The Labor Party has enjoyed a remarkable recovery in the recent Queensland elections.
Three years ago, after Labor privatised publicly owned railways, ports and forests, the party was reduced to a 27% primary vote and seven state seats.
At the January 31 election, its primary vote rose to 38% and, with a stronger flow of Greens preferences, it won at least 43 seats with a possible total of 45 — the final result will be determined by further counting. Forty five seats would give the party an absolute majority in state parliament.
If it wins 43 seats, a minority Labor government is expected to be formed with the support of independent Peter Wellington and the two Katter's Australian Party (KAP) MPs.
Wellington and KAP campaigned strongly against the Liberal National Party’s (LNP) proposed asset sales. So they are unlikely to support a minority LNP government. However, KAP has already begun to highlight its stance on environmental issues, in particular its opposition to restrictions on tree-clearing on agricultural land.
The vote was a rejection of the LNP’s arrogant and savage cuts to the public sector. Up to 25,000 jobs had already been cut by the government. Queensland now has the highest rate of unemployment in Australia — regional youth unemployment rates are as high as 20%.
The LNP had said the only “strong choice” was to privatise even more. But Queensland has now voted against such moves in two consecutive elections: tossing out a privatising Labor government and the government of former premier Campbell Newman.
The election campaign was not confined to the political parties fielding candidates in the election. Social movements mobilised in large numbers. Two community campaigns with links to the trade union movement were significant: Not4Sale and Stand for Queensland.
The Not4Sale campaign, led by the Electrical Trades Union, was active during the three years of the LNP government. No regional cabinet meeting took place that was not met by unionists and residents demonstrating against privatisation. It would have been difficult to drive through Brisbane or regional Queensland without seeing the familiar green and black placards held aloft by Not4Sale campaigners.

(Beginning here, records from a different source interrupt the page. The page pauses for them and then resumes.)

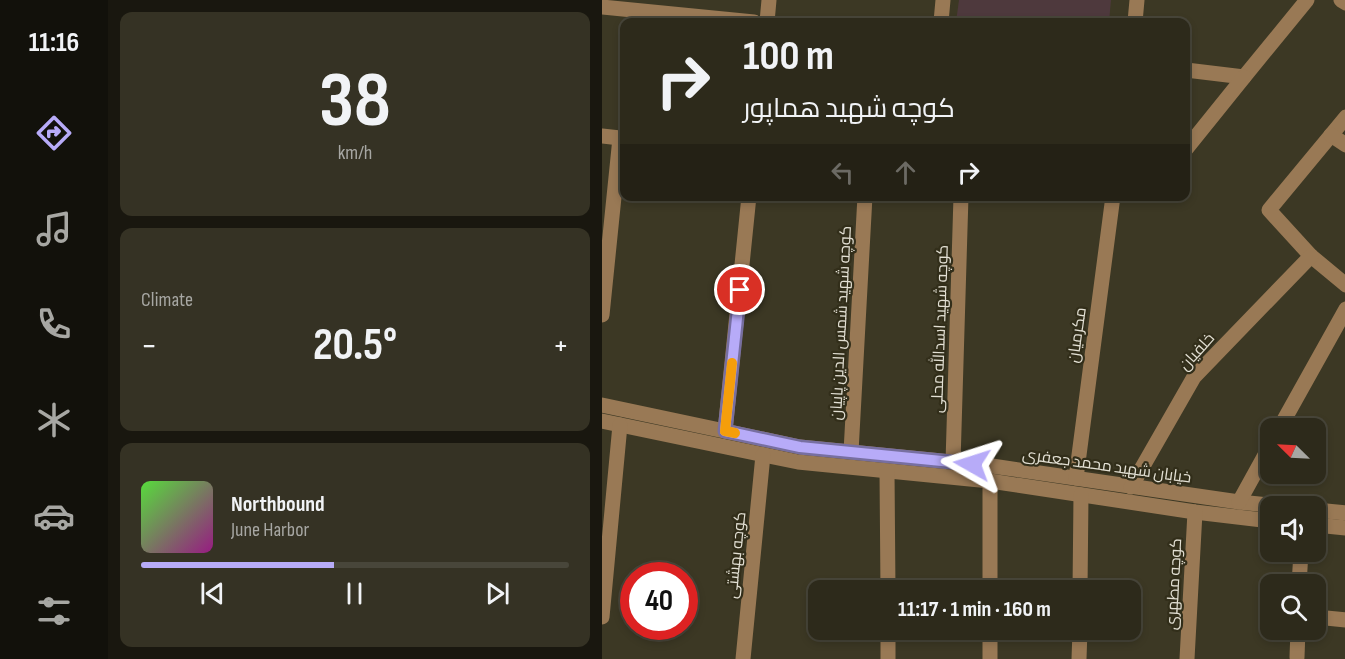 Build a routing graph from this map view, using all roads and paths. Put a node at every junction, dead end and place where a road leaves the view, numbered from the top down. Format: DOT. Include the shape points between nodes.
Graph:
graph roads {
  1 [pos="769,0"];
  2 [pos="942,0"];
  3 [pos="1137,0"];
  4 [pos="1307,0"];
  5 [pos="1341,0"];
  6 [pos="1346,3"];
  7 [pos="602,7"];
  8 [pos="713,18"];
  9 [pos="767,18"];
  10 [pos="941,18"];
  11 [pos="1135,18"];
  12 [pos="1190,70"];
  13 [pos="1244,77"];
  14 [pos="1346,117"];
  15 [pos="1331,135"];
  16 [pos="602,136"];
  17 [pos="1190,144"];
  18 [pos="1346,145"];
  19 [pos="748,201"];
  20 [pos="865,201"];
  21 [pos="961,201"];
  22 [pos="1112,201"];
  23 [pos="1311,256"];
  24 [pos="1346,285"];
  25 [pos="1346,309"];
  26 [pos="602,315"];
  27 [pos="602,405"];
  28 [pos="1285,418"];
  29 [pos="602,421"];
  30 [pos="620,425"];
  31 [pos="725,431"];
  32 [pos="851,452"];
  33 [pos="763,455"];
  34 [pos="953,462"];
  35 [pos="1260,464"];
  36 [pos="887,471"];
  37 [pos="1076,478"];
  38 [pos="990,481"];
  39 [pos="1130,487"];
  40 [pos="1081,495"];
  41 [pos="1239,502"];
  42 [pos="1260,504"];
  43 [pos="1326,511"];
  44 [pos="1195,512"];
  45 [pos="1346,513"];
  46 [pos="1260,520"];
  47 [pos="1326,526"];
  48 [pos="1346,528"];
  49 [pos="888,580"];
  50 [pos="990,580"];
  51 [pos="1080,580"];
  52 [pos="602,617"];
  53 [pos="1326,618"];
  54 [pos="1346,620"];
  55 [pos="888,640"];
  56 [pos="990,640"];
  57 [pos="1080,640"];
  58 [pos="1298,640"];
  59 [pos="1297,657"];
  60 [pos="743,659"];
  61 [pos="888,659"];
  62 [pos="990,659"];
  63 [pos="1079,659"];
  64 [pos="1187,659"];
  1 -- 9 [label="street"];
  2 -- 10 [label="street"];
  3 -- 11 [label="street"];
  4 -- 13 [label="street"];
  5 -- 6 [label="street"];
  7 -- 8 [label="street"];
  12 -- 13 [label="street"];
  13 -- 17 [label="street"];
  14 -- 15 [label="street"];
  15 -- 18 [label="street"];
  15 -- 23 [label="street" via="1269,210"];
  16 -- 26 [label="street" via="620,138"];
  19 -- 31 [label="street"];
  20 -- 32 [label="street, کوچه شهید شمس الدین پاپیان"];
  21 -- 34 [label="street, کوچه شهید اسدالله محلی"];
  22 -- 37 [label="street, مکرمیان"];
  23 -- 24 [label="street"];
  23 -- 39 [label="street, خلفیان" via="1194,377"];
  25 -- 28 [label="street"];
  27 -- 31 [label="street, خیابان شهید محمد جعفری"];
  29 -- 30 [label="street, خیابان شهید محمد جعفری"];
  30 -- 33 [label="street, خیابان شهید محمد جعفری"];
  30 -- 52 [label="street"];
  31 -- 32 [label="street, خیابان شهید محمد جعفری" via="800,447"];
  32 -- 34 [label="street, خیابان شهید محمد جعفری"];
  33 -- 36 [label="street, خیابان شهید محمد جعفری"];
  33 -- 60 [label="street, کوچه بهشتی"];
  34 -- 37 [label="street, خیابان شهید محمد جعفری"];
  35 -- 41 [label="street"];
  36 -- 38 [label="street, خیابان شهید محمد جعفری"];
  36 -- 49 [label="street"];
  37 -- 39 [label="street, خیابان شهید محمد جعفری"];
  38 -- 40 [label="street, خیابان شهید محمد جعفری"];
  38 -- 50 [label="street"];
  39 -- 41 [label="street, خیابان شهید محمد جعفری"];
  40 -- 44 [label="street, خیابان شهید محمد جعفری"];
  40 -- 51 [label="street"];
  41 -- 42 [label="street, خیابان شهید محمد جعفری"];
  43 -- 45 [label="street"];
  44 -- 46 [label="street, خیابان شهید محمد جعفری"];
  44 -- 64 [label="street, کوچه مطهری"];
  47 -- 48 [label="street"];
  53 -- 54 [label="street"];
  55 -- 61 [label="street"];
  56 -- 62 [label="street"];
  57 -- 63 [label="street"];
  58 -- 59 [label="street"];
} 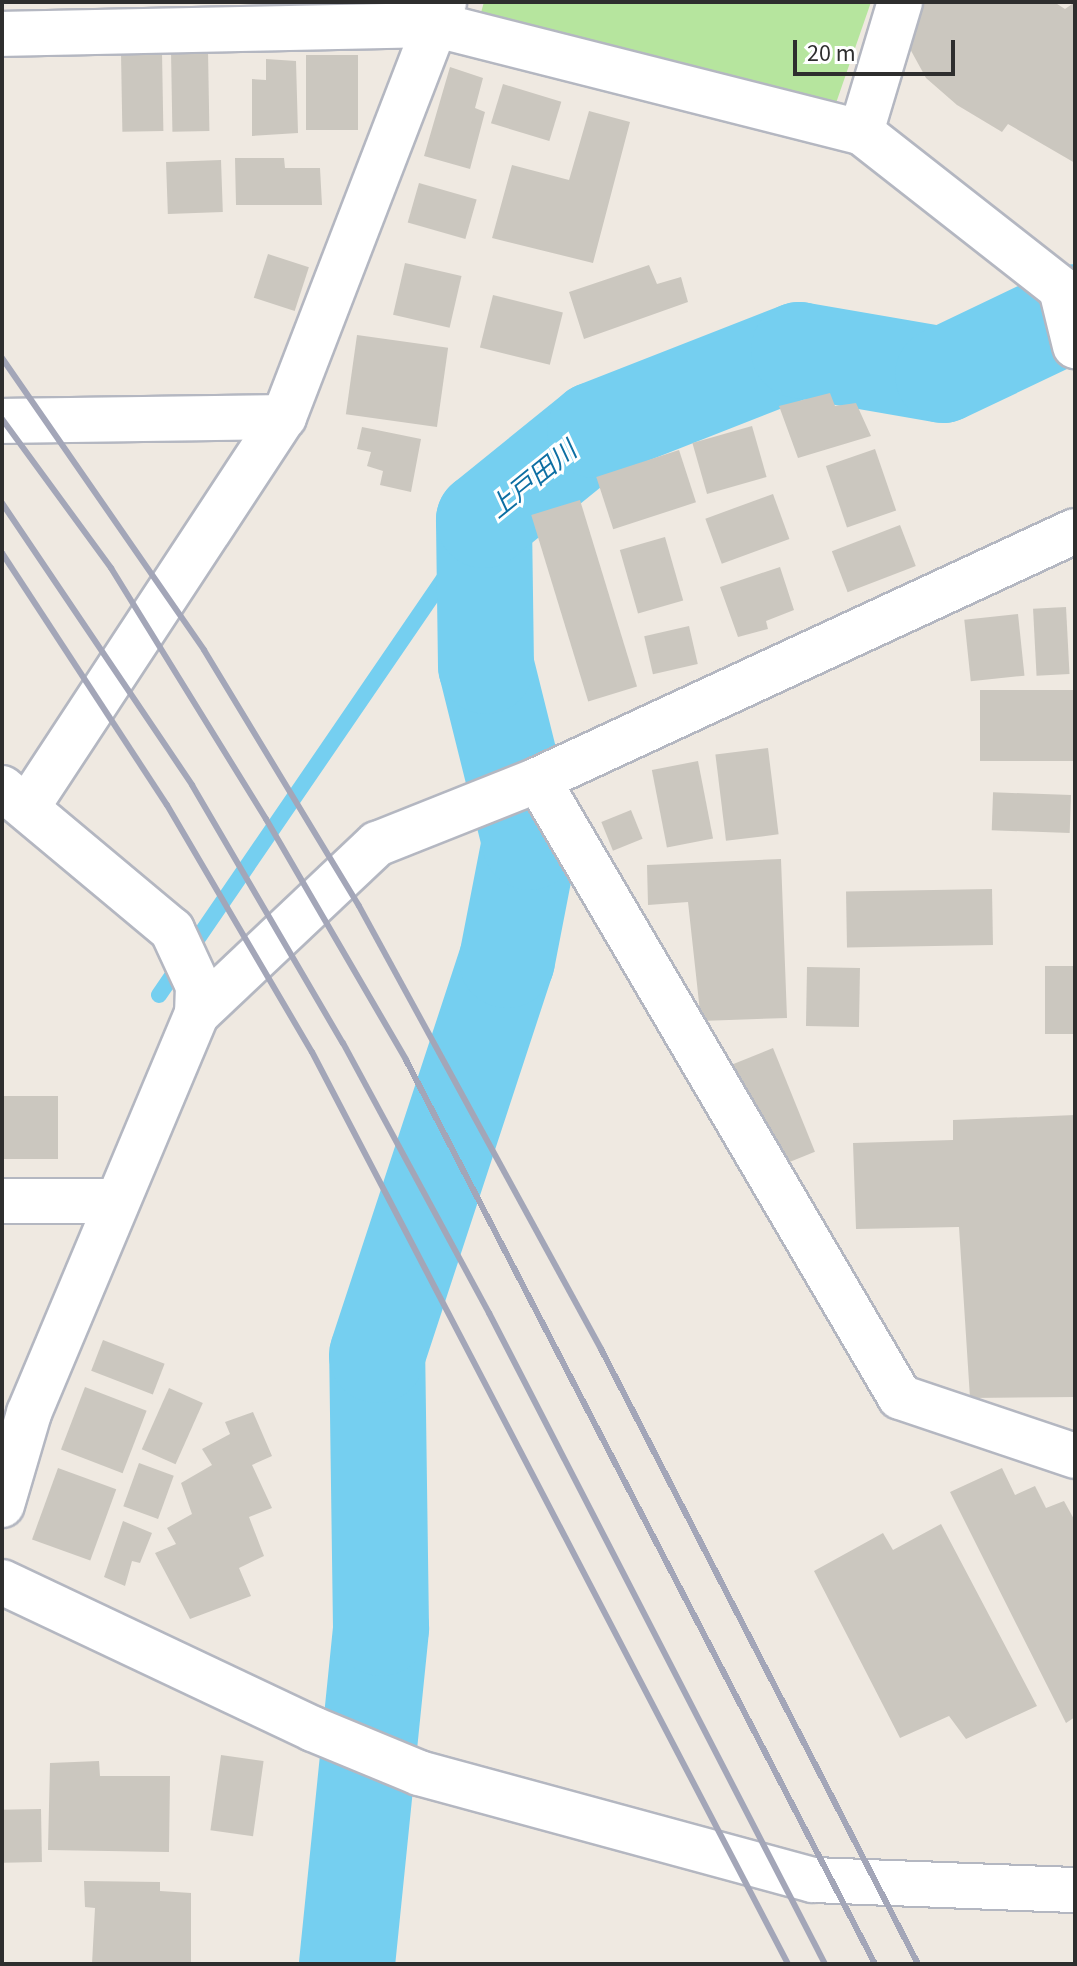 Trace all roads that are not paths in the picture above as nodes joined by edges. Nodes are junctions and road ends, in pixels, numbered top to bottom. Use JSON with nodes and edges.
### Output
{"nodes":[{"id":1,"x":900,"y":2,"type":"edge"},
{"id":2,"x":440,"y":14,"type":"edge"},
{"id":3,"x":2,"y":34,"type":"edge"},
{"id":4,"x":861,"y":132,"type":"junction"},
{"id":5,"x":1075,"y":345,"type":"edge"},
{"id":6,"x":284,"y":417,"type":"junction"},
{"id":7,"x":2,"y":421,"type":"edge"},
{"id":8,"x":1075,"y":531,"type":"edge"},
{"id":9,"x":535,"y":781,"type":"junction"},
{"id":10,"x":15,"y":797,"type":"edge"},
{"id":11,"x":197,"y":1000,"type":"junction"},
{"id":12,"x":2,"y":1201,"type":"edge"},
{"id":13,"x":115,"y":1201,"type":"junction"},
{"id":14,"x":1075,"y":1456,"type":"edge"},
{"id":15,"x":2,"y":1505,"type":"edge"},
{"id":16,"x":2,"y":1582,"type":"edge"},
{"id":17,"x":1075,"y":1890,"type":"edge"}],
"edges":[{"from":1,"to":4,"type":"street"},
{"from":2,"to":3,"type":"street"},
{"from":2,"to":4,"type":"street"},
{"from":2,"to":6,"type":"street"},
{"from":4,"to":5,"type":"street"},
{"from":6,"to":7,"type":"street"},
{"from":6,"to":10,"type":"street"},
{"from":8,"to":9,"type":"street"},
{"from":9,"to":11,"type":"street"},
{"from":9,"to":14,"type":"street"},
{"from":10,"to":11,"type":"street"},
{"from":11,"to":13,"type":"street"},
{"from":12,"to":13,"type":"street"},
{"from":13,"to":15,"type":"street"},
{"from":16,"to":17,"type":"street"}]}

The campaigns called for voters to number all squares and put the LNP last. This proved most effective in raising the flow of preferences to Labor.
For the previous election in 2012, 27% of minor parties’ preferences went to Labor, 22% to the LNP and 51% were exhausted (no preferences directed). On January 31, 45% of preferences went to Labor and only 15% went to the LNP.
The LNP’s big business mates campaigned for its re-election. Glossy ads by Indian coalmining giant Adani ran on TV.
Labor said during the campaign that it supported coalmine development, but would not proceed with the LNP’s plan to subsidise a rail extension to the Abbot Point coal port. However, the rail line, while key to new mines being developed by various companies including ones owned by Gina Rinehart and Clive Palmer, does not depend on government financing to go ahead.
Labor has said it will reverse the LNP’s policy of resurrecting the uranium mining industry, but it is still committed to coal and coal seam gas mining. It does not have a plan to break free of fossil fuels and switch to renewable energy.
Indeed, given the drop in world prices for coal and gas, Labor’s support for coal is leading the government into the economic dead end of basing a state’s whole economy on fossil fuels. Labor’s support for proposed casino resort complexes in Brisbane and Cairns also shows it is tied, in many other ways, to the interests of corporate capitalism.
The Queensland Chamber of Industry said it would not support any reversal of the LNP’s changes to workers’ compensation. It is crucial that the trade union movement continues to mobilise to ensure that a Labor government acts in the interests of the workers who contributed so effectively to its victory at the polls.
Labor leader Annastacia Palaszczuk said after the election that the thousands of public servants sacked by Newman would not automatically be reinstated. This is a blow to those victims of austerity. Their cause, and the repeal of the anti-union laws introduced by the LNP, should be taken up by the trade union movement as a priority.
The Newman experience has shown people can exert power. Any government, even one with a huge majority, can be a one-term wonder. Queenslanders are feeling elated at having demonstrated this at the ballot box.
This feeling of empowerment is welcome and understandable. However, unions and social movements need to maintain their own, independent, mobilisation if Labor is to be held to account for their interests. Already the environment movement is calling on the ALP to ban new coalmines and save the Great Barrier Reef.
Labor’s victory was necessary to halt the sale of public assets. It does not provide a political alternative to the neoliberal project. If the demands of the social movements and the social needs of the community are to be met, an alternative to the ALP/LNP duopoly needs to be forged.
In recent years, huge movements of people mobilising against austerity in Europe and Latin America have turned away from the established parties. A mobilised community, with a renewed sense of its power to effect change can build such alternative for change in Australia.